- **THE TASK**:
Output each record exactly as given. Leave out every picture.

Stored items

_ _ _

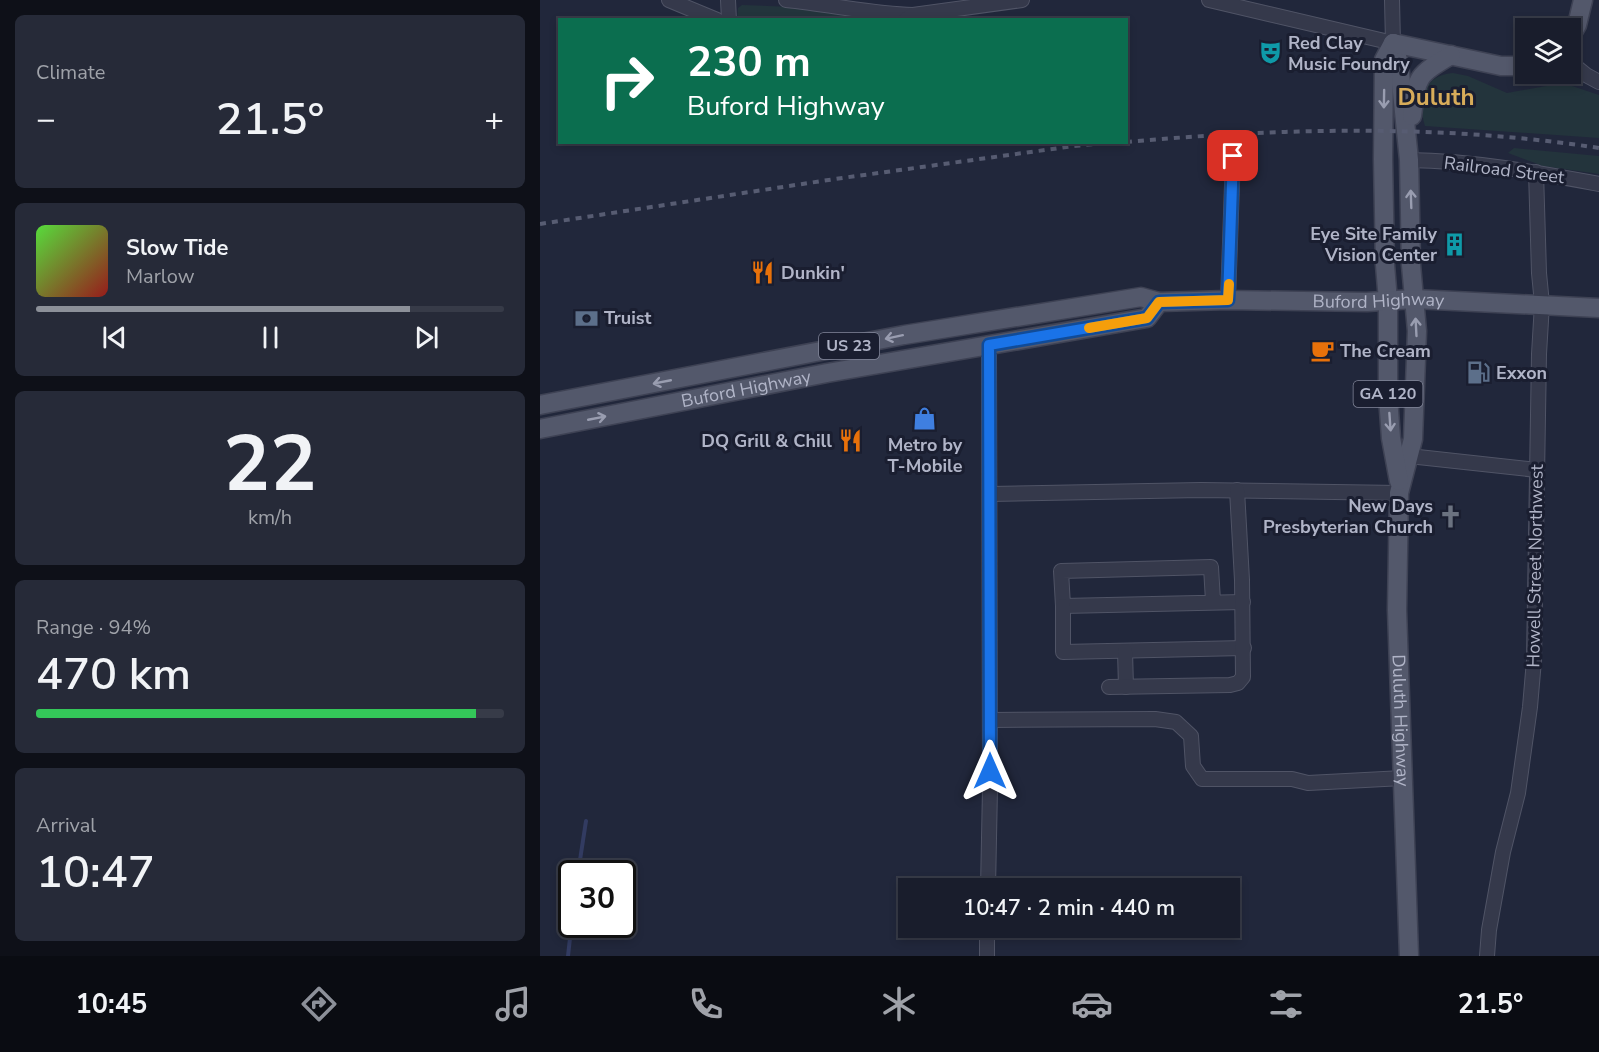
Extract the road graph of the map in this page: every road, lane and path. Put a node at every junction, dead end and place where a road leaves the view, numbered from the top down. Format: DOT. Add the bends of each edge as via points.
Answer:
graph roads {
  1 [pos="669,0"];
  2 [pos="728,0"];
  3 [pos="786,0"];
  4 [pos="1022,0"];
  5 [pos="1209,0"];
  6 [pos="1392,0"];
  7 [pos="1583,0"];
  8 [pos="909,17"];
  9 [pos="712,18"];
  10 [pos="729,18"];
  11 [pos="1579,18"];
  12 [pos="1393,43"];
  13 [pos="1451,56"];
  14 [pos="1515,66"];
  15 [pos="1581,71"];
  16 [pos="1599,82"];
  17 [pos="1407,131"];
  18 [pos="1233,156"];
  19 [pos="1409,160"];
  20 [pos="1536,172"];
  21 [pos="1599,184"];
  22 [pos="1414,299"];
  23 [pos="1228,300"];
  24 [pos="1389,301"];
  25 [pos="1159,302"];
  26 [pos="1542,304"];
  27 [pos="1095,305"];
  28 [pos="1599,308"];
  29 [pos="994,319"];
  30 [pos="989,345"];
  31 [pos="894,361"];
  32 [pos="753,364"];
  33 [pos="560,401"];
  34 [pos="680,402"];
  35 [pos="540,405"];
  36 [pos="540,419"];
  37 [pos="540,429"];
  38 [pos="1409,456"];
  39 [pos="1537,470"];
  40 [pos="1400,489"];
  41 [pos="1237,490"];
  42 [pos="990,494"];
  43 [pos="1213,602"];
  44 [pos="1243,602"];
  45 [pos="1063,606"];
  46 [pos="1244,648"];
  47 [pos="1125,651"];
  48 [pos="1109,687"];
  49 [pos="1126,687"];
  50 [pos="990,720"];
  51 [pos="1403,778"];
  52 [pos="988,878"];
  53 [pos="987,938"];
  54 [pos="987,956"];
  55 [pos="1409,956"];
  56 [pos="1487,956"];
  1 -- 9 [label="street"];
  2 -- 10 [label="street"];
  3 -- 8 [label="street"];
  4 -- 8 [label="street"];
  5 -- 12 [label="street"];
  6 -- 12 [label="street"];
  7 -- 11 [label="main road"];
  12 -- 13 [label="main road"];
  12 -- 17 [label="main road"];
  12 -- 24 [label="main road, Duluth Highway, one-way" via="1384,60 1384,224"];
  13 -- 14 [label="main road"];
  13 -- 17 [label="main road" via="1430,67 1416,82"];
  15 -- 16 [label="street"];
  17 -- 19 [label="main road, Duluth Highway"];
  18 -- 23 [label="street"];
  19 -- 20 [label="street, Railroad Street"];
  22 -- 19 [label="main road, Duluth Highway, one-way"];
  20 -- 21 [label="street, Railroad Street"];
  20 -- 26 [label="street, Howell Street Northwest"];
  22 -- 24 [label="main road, Buford Highway / US 23"];
  22 -- 26 [label="main road, Buford Highway / US 23"];
  38 -- 22 [label="main road, Duluth Highway / GA 120, one-way" via="1415,400"];
  23 -- 24 [label="main road, Buford Highway / US 23"];
  23 -- 25 [label="main road, Buford Highway / US 23"];
  24 -- 40 [label="main road, Duluth Highway / GA 120, one-way" via="1388,397"];
  25 -- 27 [label="main road, Buford Highway / US 23" via="1141,297"];
  25 -- 30 [label="main road, Buford Highway / US 23" via="1147,318"];
  26 -- 28 [label="main road, Buford Highway / US 23"];
  26 -- 39 [label="street, Howell Street Northwest"];
  27 -- 29 [label="main road, Buford Highway / US 23"];
  27 -- 30 [label="main road" via="1076,319 1014,326"];
  29 -- 31 [label="main road" via="993,326 986,331 917,346"];
  29 -- 32 [label="main road, Buford Highway / US 23, one-way"];
  30 -- 31 [label="main road, Buford Highway / US 23"];
  30 -- 42 [label="street"];
  31 -- 34 [label="main road, Buford Highway / US 23"];
  32 -- 33 [label="main road, Buford Highway / US 23, one-way"];
  32 -- 34 [label="main road" via="739,376 687,387"];
  33 -- 35 [label="main road, Buford Highway / US 23"];
  33 -- 36 [label="main road" via="555,412"];
  37 -- 34 [label="main road, Buford Highway / US 23, one-way"];
  38 -- 39 [label="street"];
  38 -- 40 [label="main road, Duluth Highway / GA 120"];
  39 -- 56 [label="street, Howell Street Northwest" via="1530,707"];
  40 -- 41 [label="street"];
  40 -- 51 [label="main road, Duluth Highway / GA 120" via="1397,610"];
  41 -- 42 [label="street"];
  41 -- 44 [label="street"];
  42 -- 50 [label="street"];
  43 -- 44 [label="street"];
  43 -- 45 [label="street"];
  43 -- 45 [label="street" via="1211,567 1061,571"];
  44 -- 46 [label="street"];
  45 -- 47 [label="street" via="1063,652"];
  46 -- 47 [label="street"];
  46 -- 49 [label="street" via="1243,677 1230,686"];
  47 -- 49 [label="street"];
  48 -- 49 [label="street"];
  50 -- 51 [label="street" via="1176,722 1191,736 1193,766 1202,779 1292,779 1308,783"];
  50 -- 52 [label="street"];
  51 -- 55 [label="main road, Duluth Highway / GA 120"];
  53 -- 54 [label="street"];
}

_ _ _

- **COMPLETED TASK**:
Extract the road graph of the map in this page: every road, lane and path. Put a node at every junction, dead end and place where a road leaves the view, numbered from the top down. Format: DOT. Add the bends of each edge as via points.
Answer:
graph roads {
  1 [pos="669,0"];
  2 [pos="728,0"];
  3 [pos="786,0"];
  4 [pos="1022,0"];
  5 [pos="1209,0"];
  6 [pos="1392,0"];
  7 [pos="1583,0"];
  8 [pos="909,17"];
  9 [pos="712,18"];
  10 [pos="729,18"];
  11 [pos="1579,18"];
  12 [pos="1393,43"];
  13 [pos="1451,56"];
  14 [pos="1515,66"];
  15 [pos="1581,71"];
  16 [pos="1599,82"];
  17 [pos="1407,131"];
  18 [pos="1233,156"];
  19 [pos="1409,160"];
  20 [pos="1536,172"];
  21 [pos="1599,184"];
  22 [pos="1414,299"];
  23 [pos="1228,300"];
  24 [pos="1389,301"];
  25 [pos="1159,302"];
  26 [pos="1542,304"];
  27 [pos="1095,305"];
  28 [pos="1599,308"];
  29 [pos="994,319"];
  30 [pos="989,345"];
  31 [pos="894,361"];
  32 [pos="753,364"];
  33 [pos="560,401"];
  34 [pos="680,402"];
  35 [pos="540,405"];
  36 [pos="540,419"];
  37 [pos="540,429"];
  38 [pos="1409,456"];
  39 [pos="1537,470"];
  40 [pos="1400,489"];
  41 [pos="1237,490"];
  42 [pos="990,494"];
  43 [pos="1213,602"];
  44 [pos="1243,602"];
  45 [pos="1063,606"];
  46 [pos="1244,648"];
  47 [pos="1125,651"];
  48 [pos="1109,687"];
  49 [pos="1126,687"];
  50 [pos="990,720"];
  51 [pos="1403,778"];
  52 [pos="988,878"];
  53 [pos="987,938"];
  54 [pos="987,956"];
  55 [pos="1409,956"];
  56 [pos="1487,956"];
  1 -- 9 [label="street"];
  2 -- 10 [label="street"];
  3 -- 8 [label="street"];
  4 -- 8 [label="street"];
  5 -- 12 [label="street"];
  6 -- 12 [label="street"];
  7 -- 11 [label="main road"];
  12 -- 13 [label="main road"];
  12 -- 17 [label="main road"];
  12 -- 24 [label="main road, Duluth Highway, one-way" via="1384,60 1384,224"];
  13 -- 14 [label="main road"];
  13 -- 17 [label="main road" via="1430,67 1416,82"];
  15 -- 16 [label="street"];
  17 -- 19 [label="main road, Duluth Highway"];
  18 -- 23 [label="street"];
  19 -- 20 [label="street, Railroad Street"];
  22 -- 19 [label="main road, Duluth Highway, one-way"];
  20 -- 21 [label="street, Railroad Street"];
  20 -- 26 [label="street, Howell Street Northwest"];
  22 -- 24 [label="main road, Buford Highway / US 23"];
  22 -- 26 [label="main road, Buford Highway / US 23"];
  38 -- 22 [label="main road, Duluth Highway / GA 120, one-way" via="1415,400"];
  23 -- 24 [label="main road, Buford Highway / US 23"];
  23 -- 25 [label="main road, Buford Highway / US 23"];
  24 -- 40 [label="main road, Duluth Highway / GA 120, one-way" via="1388,397"];
  25 -- 27 [label="main road, Buford Highway / US 23" via="1141,297"];
  25 -- 30 [label="main road, Buford Highway / US 23" via="1147,318"];
  26 -- 28 [label="main road, Buford Highway / US 23"];
  26 -- 39 [label="street, Howell Street Northwest"];
  27 -- 29 [label="main road, Buford Highway / US 23"];
  27 -- 30 [label="main road" via="1076,319 1014,326"];
  29 -- 31 [label="main road" via="993,326 986,331 917,346"];
  29 -- 32 [label="main road, Buford Highway / US 23, one-way"];
  30 -- 31 [label="main road, Buford Highway / US 23"];
  30 -- 42 [label="street"];
  31 -- 34 [label="main road, Buford Highway / US 23"];
  32 -- 33 [label="main road, Buford Highway / US 23, one-way"];
  32 -- 34 [label="main road" via="739,376 687,387"];
  33 -- 35 [label="main road, Buford Highway / US 23"];
  33 -- 36 [label="main road" via="555,412"];
  37 -- 34 [label="main road, Buford Highway / US 23, one-way"];
  38 -- 39 [label="street"];
  38 -- 40 [label="main road, Duluth Highway / GA 120"];
  39 -- 56 [label="street, Howell Street Northwest" via="1530,707"];
  40 -- 41 [label="street"];
  40 -- 51 [label="main road, Duluth Highway / GA 120" via="1397,610"];
  41 -- 42 [label="street"];
  41 -- 44 [label="street"];
  42 -- 50 [label="street"];
  43 -- 44 [label="street"];
  43 -- 45 [label="street"];
  43 -- 45 [label="street" via="1211,567 1061,571"];
  44 -- 46 [label="street"];
  45 -- 47 [label="street" via="1063,652"];
  46 -- 47 [label="street"];
  46 -- 49 [label="street" via="1243,677 1230,686"];
  47 -- 49 [label="street"];
  48 -- 49 [label="street"];
  50 -- 51 [label="street" via="1176,722 1191,736 1193,766 1202,779 1292,779 1308,783"];
  50 -- 52 [label="street"];
  51 -- 55 [label="main road, Duluth Highway / GA 120"];
  53 -- 54 [label="street"];
}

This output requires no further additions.